▶ _SUPPLIED DATA_:
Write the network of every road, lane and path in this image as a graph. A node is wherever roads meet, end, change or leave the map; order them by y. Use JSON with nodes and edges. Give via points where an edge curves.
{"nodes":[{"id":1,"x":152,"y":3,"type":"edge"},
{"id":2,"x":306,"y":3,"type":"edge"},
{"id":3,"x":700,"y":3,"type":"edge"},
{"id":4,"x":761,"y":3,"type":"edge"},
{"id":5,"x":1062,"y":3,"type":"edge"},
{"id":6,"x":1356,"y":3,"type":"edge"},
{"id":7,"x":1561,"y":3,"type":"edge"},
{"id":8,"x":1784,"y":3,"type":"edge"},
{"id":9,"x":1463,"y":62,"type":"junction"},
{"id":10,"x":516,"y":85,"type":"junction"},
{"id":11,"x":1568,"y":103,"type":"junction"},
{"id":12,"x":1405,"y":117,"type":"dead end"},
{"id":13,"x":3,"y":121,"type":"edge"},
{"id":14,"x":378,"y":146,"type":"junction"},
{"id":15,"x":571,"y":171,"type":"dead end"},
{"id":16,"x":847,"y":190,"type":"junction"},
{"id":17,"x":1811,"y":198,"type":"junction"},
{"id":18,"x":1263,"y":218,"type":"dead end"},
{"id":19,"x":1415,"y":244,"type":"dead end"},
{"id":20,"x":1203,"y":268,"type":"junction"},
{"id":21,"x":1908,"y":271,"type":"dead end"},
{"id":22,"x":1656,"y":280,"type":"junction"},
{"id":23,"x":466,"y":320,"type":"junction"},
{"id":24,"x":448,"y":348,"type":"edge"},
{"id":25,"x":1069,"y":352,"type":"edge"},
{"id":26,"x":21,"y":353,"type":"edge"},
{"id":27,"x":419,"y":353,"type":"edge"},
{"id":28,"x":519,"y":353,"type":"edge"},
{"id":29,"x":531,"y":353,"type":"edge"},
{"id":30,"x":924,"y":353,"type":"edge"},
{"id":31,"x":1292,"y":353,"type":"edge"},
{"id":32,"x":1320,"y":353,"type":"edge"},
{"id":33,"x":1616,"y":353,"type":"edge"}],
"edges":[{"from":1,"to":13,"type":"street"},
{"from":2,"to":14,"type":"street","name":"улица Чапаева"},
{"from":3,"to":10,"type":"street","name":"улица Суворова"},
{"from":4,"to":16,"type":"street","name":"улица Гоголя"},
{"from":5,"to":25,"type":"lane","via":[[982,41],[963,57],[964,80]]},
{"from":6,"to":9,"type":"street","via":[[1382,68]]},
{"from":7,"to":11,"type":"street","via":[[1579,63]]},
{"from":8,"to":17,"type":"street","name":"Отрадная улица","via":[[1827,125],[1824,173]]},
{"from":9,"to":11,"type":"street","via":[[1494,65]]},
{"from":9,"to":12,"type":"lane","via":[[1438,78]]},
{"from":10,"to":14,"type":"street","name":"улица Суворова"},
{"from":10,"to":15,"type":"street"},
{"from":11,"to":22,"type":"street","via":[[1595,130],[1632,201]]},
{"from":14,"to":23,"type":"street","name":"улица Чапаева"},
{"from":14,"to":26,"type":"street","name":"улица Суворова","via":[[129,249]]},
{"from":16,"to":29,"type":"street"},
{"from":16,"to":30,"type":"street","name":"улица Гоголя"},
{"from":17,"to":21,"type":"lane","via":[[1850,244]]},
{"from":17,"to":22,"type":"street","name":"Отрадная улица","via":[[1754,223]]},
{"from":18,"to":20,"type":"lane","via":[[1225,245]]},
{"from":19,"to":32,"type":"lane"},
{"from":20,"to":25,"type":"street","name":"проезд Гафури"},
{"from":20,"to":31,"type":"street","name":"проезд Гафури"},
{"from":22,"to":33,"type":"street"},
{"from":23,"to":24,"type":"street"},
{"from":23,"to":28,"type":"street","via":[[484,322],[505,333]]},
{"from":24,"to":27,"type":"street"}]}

▶ _AIM OF THE TASK_: Without leaving anything out, output all of the data above exactly.

▶ _RESPONSE_:
Write the network of every road, lane and path in this image as a graph. A node is wherever roads meet, end, change or leave the map; order them by y. Use JSON with nodes and edges. Give via points where an edge curves.
{"nodes":[{"id":1,"x":152,"y":3,"type":"edge"},
{"id":2,"x":306,"y":3,"type":"edge"},
{"id":3,"x":700,"y":3,"type":"edge"},
{"id":4,"x":761,"y":3,"type":"edge"},
{"id":5,"x":1062,"y":3,"type":"edge"},
{"id":6,"x":1356,"y":3,"type":"edge"},
{"id":7,"x":1561,"y":3,"type":"edge"},
{"id":8,"x":1784,"y":3,"type":"edge"},
{"id":9,"x":1463,"y":62,"type":"junction"},
{"id":10,"x":516,"y":85,"type":"junction"},
{"id":11,"x":1568,"y":103,"type":"junction"},
{"id":12,"x":1405,"y":117,"type":"dead end"},
{"id":13,"x":3,"y":121,"type":"edge"},
{"id":14,"x":378,"y":146,"type":"junction"},
{"id":15,"x":571,"y":171,"type":"dead end"},
{"id":16,"x":847,"y":190,"type":"junction"},
{"id":17,"x":1811,"y":198,"type":"junction"},
{"id":18,"x":1263,"y":218,"type":"dead end"},
{"id":19,"x":1415,"y":244,"type":"dead end"},
{"id":20,"x":1203,"y":268,"type":"junction"},
{"id":21,"x":1908,"y":271,"type":"dead end"},
{"id":22,"x":1656,"y":280,"type":"junction"},
{"id":23,"x":466,"y":320,"type":"junction"},
{"id":24,"x":448,"y":348,"type":"edge"},
{"id":25,"x":1069,"y":352,"type":"edge"},
{"id":26,"x":21,"y":353,"type":"edge"},
{"id":27,"x":419,"y":353,"type":"edge"},
{"id":28,"x":519,"y":353,"type":"edge"},
{"id":29,"x":531,"y":353,"type":"edge"},
{"id":30,"x":924,"y":353,"type":"edge"},
{"id":31,"x":1292,"y":353,"type":"edge"},
{"id":32,"x":1320,"y":353,"type":"edge"},
{"id":33,"x":1616,"y":353,"type":"edge"}],
"edges":[{"from":1,"to":13,"type":"street"},
{"from":2,"to":14,"type":"street","name":"улица Чапаева"},
{"from":3,"to":10,"type":"street","name":"улица Суворова"},
{"from":4,"to":16,"type":"street","name":"улица Гоголя"},
{"from":5,"to":25,"type":"lane","via":[[982,41],[963,57],[964,80]]},
{"from":6,"to":9,"type":"street","via":[[1382,68]]},
{"from":7,"to":11,"type":"street","via":[[1579,63]]},
{"from":8,"to":17,"type":"street","name":"Отрадная улица","via":[[1827,125],[1824,173]]},
{"from":9,"to":11,"type":"street","via":[[1494,65]]},
{"from":9,"to":12,"type":"lane","via":[[1438,78]]},
{"from":10,"to":14,"type":"street","name":"улица Суворова"},
{"from":10,"to":15,"type":"street"},
{"from":11,"to":22,"type":"street","via":[[1595,130],[1632,201]]},
{"from":14,"to":23,"type":"street","name":"улица Чапаева"},
{"from":14,"to":26,"type":"street","name":"улица Суворова","via":[[129,249]]},
{"from":16,"to":29,"type":"street"},
{"from":16,"to":30,"type":"street","name":"улица Гоголя"},
{"from":17,"to":21,"type":"lane","via":[[1850,244]]},
{"from":17,"to":22,"type":"street","name":"Отрадная улица","via":[[1754,223]]},
{"from":18,"to":20,"type":"lane","via":[[1225,245]]},
{"from":19,"to":32,"type":"lane"},
{"from":20,"to":25,"type":"street","name":"проезд Гафури"},
{"from":20,"to":31,"type":"street","name":"проезд Гафури"},
{"from":22,"to":33,"type":"street"},
{"from":23,"to":24,"type":"street"},
{"from":23,"to":28,"type":"street","via":[[484,322],[505,333]]},
{"from":24,"to":27,"type":"street"}]}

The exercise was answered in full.